§ **ABOUT THIS TASK**:
Find the string "main" in the records and copy each line where it occurs.
Segment Start: DATASET RECORDS
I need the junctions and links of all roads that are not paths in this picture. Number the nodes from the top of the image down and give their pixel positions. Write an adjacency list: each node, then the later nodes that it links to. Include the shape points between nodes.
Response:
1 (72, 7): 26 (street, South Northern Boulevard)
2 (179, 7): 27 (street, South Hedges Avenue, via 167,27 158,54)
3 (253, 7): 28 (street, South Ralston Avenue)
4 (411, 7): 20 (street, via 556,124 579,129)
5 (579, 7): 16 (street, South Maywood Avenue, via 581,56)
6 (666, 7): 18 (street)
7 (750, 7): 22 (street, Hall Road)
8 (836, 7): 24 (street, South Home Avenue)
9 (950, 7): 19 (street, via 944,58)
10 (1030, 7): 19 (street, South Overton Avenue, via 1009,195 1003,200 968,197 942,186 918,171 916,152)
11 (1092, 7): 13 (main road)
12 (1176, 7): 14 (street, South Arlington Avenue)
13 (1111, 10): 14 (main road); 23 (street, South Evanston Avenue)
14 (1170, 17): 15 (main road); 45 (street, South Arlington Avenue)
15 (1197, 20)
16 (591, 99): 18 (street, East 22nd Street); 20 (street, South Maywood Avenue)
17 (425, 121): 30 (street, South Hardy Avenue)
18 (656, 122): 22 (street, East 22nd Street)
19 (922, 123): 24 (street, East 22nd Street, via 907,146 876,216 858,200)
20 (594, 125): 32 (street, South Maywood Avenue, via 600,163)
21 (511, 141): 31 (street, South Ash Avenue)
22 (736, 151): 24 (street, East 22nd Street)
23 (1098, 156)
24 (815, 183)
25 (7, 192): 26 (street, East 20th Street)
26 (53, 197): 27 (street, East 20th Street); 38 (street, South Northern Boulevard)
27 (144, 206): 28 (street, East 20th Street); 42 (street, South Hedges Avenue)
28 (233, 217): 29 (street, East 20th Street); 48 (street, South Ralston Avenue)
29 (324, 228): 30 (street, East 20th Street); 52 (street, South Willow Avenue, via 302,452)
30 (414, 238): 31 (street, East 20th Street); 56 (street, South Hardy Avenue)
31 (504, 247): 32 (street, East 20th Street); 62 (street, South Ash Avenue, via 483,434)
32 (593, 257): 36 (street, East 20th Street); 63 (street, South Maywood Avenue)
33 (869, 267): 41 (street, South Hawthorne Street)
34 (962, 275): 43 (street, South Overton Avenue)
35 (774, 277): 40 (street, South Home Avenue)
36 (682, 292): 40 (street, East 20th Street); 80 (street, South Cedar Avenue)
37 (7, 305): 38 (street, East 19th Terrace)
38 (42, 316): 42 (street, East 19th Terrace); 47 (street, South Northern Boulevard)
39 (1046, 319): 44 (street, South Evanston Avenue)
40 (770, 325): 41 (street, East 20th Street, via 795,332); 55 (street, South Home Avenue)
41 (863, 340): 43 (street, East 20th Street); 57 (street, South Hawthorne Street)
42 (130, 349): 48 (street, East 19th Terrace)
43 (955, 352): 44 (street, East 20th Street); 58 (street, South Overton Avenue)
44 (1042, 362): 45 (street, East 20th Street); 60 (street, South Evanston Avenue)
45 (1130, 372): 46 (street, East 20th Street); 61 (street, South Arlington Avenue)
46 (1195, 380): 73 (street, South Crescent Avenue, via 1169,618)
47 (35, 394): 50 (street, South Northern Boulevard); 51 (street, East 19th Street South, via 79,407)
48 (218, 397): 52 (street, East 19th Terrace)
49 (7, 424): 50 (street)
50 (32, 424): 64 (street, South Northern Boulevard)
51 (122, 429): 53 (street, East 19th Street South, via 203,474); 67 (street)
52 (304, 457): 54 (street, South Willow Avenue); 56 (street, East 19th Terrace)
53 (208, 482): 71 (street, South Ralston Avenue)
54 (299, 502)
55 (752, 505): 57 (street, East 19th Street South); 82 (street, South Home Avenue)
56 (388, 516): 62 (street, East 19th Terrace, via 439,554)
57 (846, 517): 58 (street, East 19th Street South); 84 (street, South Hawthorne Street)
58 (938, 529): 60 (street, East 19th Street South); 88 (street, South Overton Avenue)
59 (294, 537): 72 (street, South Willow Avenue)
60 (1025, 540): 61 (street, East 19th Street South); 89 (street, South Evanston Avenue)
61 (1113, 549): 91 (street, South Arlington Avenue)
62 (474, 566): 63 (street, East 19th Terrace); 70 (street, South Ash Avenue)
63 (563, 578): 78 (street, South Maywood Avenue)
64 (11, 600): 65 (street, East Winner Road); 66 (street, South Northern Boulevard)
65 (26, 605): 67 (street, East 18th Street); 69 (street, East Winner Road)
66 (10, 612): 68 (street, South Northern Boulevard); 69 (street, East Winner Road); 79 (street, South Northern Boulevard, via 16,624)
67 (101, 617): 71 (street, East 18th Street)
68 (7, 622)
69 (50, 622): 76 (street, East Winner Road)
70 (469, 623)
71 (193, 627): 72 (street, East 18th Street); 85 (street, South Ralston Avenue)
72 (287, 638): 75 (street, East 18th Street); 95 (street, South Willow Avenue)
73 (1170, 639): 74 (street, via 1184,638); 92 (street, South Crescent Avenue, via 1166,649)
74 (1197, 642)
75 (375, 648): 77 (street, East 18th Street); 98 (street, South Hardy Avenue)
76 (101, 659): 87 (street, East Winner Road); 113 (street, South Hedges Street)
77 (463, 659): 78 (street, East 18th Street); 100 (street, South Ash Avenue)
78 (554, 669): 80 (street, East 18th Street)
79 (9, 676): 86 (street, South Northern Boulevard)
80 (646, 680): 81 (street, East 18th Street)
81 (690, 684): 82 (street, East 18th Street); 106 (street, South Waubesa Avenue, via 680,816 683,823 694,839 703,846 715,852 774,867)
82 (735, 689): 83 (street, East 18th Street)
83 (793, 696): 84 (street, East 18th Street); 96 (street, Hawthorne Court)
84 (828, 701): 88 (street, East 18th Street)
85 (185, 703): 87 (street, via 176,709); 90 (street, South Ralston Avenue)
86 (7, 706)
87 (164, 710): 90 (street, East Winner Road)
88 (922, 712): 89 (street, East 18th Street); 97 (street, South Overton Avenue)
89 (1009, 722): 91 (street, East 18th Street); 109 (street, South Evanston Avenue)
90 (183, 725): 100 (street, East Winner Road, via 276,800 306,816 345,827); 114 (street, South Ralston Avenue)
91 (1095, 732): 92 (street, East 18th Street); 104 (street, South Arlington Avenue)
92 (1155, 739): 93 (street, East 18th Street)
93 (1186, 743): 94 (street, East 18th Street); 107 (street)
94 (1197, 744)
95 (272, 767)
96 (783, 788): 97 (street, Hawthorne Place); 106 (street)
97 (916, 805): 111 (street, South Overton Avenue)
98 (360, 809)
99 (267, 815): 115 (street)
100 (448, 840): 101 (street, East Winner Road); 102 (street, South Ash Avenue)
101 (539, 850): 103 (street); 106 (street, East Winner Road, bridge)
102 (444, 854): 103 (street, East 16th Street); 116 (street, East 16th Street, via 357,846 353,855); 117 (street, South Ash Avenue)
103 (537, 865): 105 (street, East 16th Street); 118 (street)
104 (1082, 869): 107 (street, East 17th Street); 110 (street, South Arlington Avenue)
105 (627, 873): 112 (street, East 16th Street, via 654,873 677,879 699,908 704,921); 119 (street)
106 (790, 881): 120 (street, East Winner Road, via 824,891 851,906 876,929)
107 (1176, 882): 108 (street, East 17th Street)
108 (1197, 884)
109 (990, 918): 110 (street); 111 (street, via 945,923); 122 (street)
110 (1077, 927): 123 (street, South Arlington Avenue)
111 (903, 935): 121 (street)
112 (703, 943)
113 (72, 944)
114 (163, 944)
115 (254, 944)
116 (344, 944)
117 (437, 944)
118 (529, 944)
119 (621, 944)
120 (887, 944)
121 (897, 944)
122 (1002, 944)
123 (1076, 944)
Segment End: DATASET RECORDS
§ **RESPONSE TO THIS TASK**:
11 (1092, 7): 13 (main road)
13 (1111, 10): 14 (main road); 23 (street, South Evanston Avenue)
14 (1170, 17): 15 (main road); 45 (street, South Arlington Avenue)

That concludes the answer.